There has been no sign of agreement between the US administration/Democrats and Republicans over resolving the budget impasse that has caused a partial government shutdown as well as havoc with the timing of government data releases. If anything both sides have become more entrenched in their positions, implying that any agreement on raising the debt ceiling required by October 17 also looks out of reach.
Market reaction so far has been relatively muted in the expectation of an agreement but such hopes may prove optimistic. Following the delay in the US employment report which was originally scheduled for release last Friday markets will also be scrambling for clues as to the impact on the timing of any Fed tapering.
US data releases will not help the market mood or the USD, with consumer confidence set to soften, which will play for further delay in tapering. US September retail sales and August trade data are likely to be delayed although the Federal Reserve FOMC minutes of the last meeting will hopefully provide some clues to the timing of tapering.

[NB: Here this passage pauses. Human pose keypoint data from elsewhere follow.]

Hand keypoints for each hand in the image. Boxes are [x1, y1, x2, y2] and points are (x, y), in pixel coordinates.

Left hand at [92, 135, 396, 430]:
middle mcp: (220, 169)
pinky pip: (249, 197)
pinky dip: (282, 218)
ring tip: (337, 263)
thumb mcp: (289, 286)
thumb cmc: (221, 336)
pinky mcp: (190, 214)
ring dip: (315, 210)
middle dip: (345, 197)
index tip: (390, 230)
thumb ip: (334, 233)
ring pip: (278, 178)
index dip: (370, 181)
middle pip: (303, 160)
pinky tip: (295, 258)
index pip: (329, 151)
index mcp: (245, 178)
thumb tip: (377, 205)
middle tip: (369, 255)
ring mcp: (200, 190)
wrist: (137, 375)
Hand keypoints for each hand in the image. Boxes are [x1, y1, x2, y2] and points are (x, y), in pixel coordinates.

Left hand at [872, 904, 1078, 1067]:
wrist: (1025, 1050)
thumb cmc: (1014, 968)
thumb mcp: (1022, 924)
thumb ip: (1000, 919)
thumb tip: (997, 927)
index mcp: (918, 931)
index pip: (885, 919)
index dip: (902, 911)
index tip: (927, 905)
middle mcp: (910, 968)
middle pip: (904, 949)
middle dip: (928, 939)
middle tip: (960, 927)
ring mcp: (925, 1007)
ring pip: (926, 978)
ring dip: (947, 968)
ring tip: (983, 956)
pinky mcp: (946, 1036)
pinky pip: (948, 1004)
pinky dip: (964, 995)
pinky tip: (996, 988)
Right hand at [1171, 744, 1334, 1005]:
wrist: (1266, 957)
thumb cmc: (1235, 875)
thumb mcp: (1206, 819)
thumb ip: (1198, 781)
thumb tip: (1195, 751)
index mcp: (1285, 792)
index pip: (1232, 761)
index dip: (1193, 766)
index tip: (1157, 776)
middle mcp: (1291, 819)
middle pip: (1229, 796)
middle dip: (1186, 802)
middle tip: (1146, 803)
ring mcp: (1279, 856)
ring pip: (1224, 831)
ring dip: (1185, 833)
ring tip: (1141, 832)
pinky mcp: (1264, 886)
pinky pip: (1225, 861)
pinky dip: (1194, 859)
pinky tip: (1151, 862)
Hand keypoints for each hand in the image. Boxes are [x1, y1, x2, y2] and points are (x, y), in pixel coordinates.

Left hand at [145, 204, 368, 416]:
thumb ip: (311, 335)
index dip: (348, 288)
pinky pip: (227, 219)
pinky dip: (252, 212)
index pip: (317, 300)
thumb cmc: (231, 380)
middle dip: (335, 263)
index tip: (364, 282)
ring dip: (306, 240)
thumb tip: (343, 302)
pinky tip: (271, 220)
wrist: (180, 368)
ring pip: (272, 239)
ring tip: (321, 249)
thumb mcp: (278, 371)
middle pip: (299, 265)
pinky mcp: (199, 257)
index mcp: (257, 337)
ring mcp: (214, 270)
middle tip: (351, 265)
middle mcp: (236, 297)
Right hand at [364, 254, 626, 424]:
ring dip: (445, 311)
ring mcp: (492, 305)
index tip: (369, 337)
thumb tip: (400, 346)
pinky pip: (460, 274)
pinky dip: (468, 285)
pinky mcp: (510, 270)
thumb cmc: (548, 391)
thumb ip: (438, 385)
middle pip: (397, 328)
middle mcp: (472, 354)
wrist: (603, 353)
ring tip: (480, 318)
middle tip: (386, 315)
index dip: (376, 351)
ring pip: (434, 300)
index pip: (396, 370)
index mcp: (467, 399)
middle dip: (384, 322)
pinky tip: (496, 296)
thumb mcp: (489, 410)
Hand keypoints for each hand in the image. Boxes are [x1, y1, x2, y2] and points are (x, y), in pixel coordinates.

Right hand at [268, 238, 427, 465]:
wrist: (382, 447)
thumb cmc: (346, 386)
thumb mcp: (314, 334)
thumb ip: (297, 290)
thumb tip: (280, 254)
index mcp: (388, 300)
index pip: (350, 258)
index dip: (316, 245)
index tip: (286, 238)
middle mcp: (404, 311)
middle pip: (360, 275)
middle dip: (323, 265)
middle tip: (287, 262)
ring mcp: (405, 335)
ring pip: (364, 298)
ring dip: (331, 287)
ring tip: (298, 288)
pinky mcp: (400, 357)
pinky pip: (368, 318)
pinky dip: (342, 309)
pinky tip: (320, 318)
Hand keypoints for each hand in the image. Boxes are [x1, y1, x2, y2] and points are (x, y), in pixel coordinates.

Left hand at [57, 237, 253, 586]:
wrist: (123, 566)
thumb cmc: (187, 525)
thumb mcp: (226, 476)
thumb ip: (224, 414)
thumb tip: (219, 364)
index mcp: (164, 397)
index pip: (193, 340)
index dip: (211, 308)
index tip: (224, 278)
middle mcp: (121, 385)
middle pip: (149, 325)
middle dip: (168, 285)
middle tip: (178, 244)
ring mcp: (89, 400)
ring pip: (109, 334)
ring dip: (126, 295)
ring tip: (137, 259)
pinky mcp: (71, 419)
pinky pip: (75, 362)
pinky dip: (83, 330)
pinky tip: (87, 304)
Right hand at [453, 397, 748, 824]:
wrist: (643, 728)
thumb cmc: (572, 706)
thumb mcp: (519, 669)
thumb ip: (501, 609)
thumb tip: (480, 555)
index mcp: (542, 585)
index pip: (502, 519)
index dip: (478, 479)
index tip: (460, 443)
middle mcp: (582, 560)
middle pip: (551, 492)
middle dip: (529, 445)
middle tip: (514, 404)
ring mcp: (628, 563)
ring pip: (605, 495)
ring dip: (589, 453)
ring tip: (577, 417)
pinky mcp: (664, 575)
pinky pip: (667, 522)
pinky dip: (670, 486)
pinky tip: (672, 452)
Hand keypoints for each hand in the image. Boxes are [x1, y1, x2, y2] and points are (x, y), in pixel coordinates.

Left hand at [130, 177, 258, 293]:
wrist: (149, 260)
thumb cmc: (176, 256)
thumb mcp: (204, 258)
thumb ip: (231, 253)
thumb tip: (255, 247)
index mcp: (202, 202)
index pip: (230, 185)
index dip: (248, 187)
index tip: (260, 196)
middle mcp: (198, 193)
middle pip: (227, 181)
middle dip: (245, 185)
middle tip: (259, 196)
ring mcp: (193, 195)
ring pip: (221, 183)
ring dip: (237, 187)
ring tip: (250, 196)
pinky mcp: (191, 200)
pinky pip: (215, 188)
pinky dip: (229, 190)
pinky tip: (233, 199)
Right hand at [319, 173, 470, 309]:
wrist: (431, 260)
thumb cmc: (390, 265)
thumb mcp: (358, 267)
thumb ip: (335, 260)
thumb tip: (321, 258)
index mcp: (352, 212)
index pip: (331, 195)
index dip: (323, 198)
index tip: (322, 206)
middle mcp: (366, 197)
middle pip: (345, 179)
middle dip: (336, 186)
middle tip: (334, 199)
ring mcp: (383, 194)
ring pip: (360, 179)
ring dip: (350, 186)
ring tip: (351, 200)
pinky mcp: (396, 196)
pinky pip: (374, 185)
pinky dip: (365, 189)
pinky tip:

Markets are set to become increasingly nervous over coming days suggesting an increase in risk aversion. Consequently pressure on risk assets is likely unless some sign of rapprochement is seen. So far US Treasury yields are holding above 2.6% while the USD index has stabilised around the 80.00 level.
Surprisingly gold has failed to benefit from the lack of budget agreement in the US. The VIX ‘fear gauge’ dropped slightly but none of this will last if Congress does not get its act together. A deal soon would minimise the economic impact but a protracted impasse would be much more negative for growth. Either way the beginning of Fed tapering looks to have been pushed into next year.
USD pressure is set to extend further against most major currencies, with safe havens, in particular JPY and CHF set to be well supported in the days ahead. The drop in US Treasury yields will help yield sensitive currencies especially the likes of the INR but higher risk aversion will counter any positive impact on high beta currencies.
The EUR meanwhile, looks well placed to take advantage of further USD weakness, especially given the prospects of firmer data releases this week including a series of industrial production data.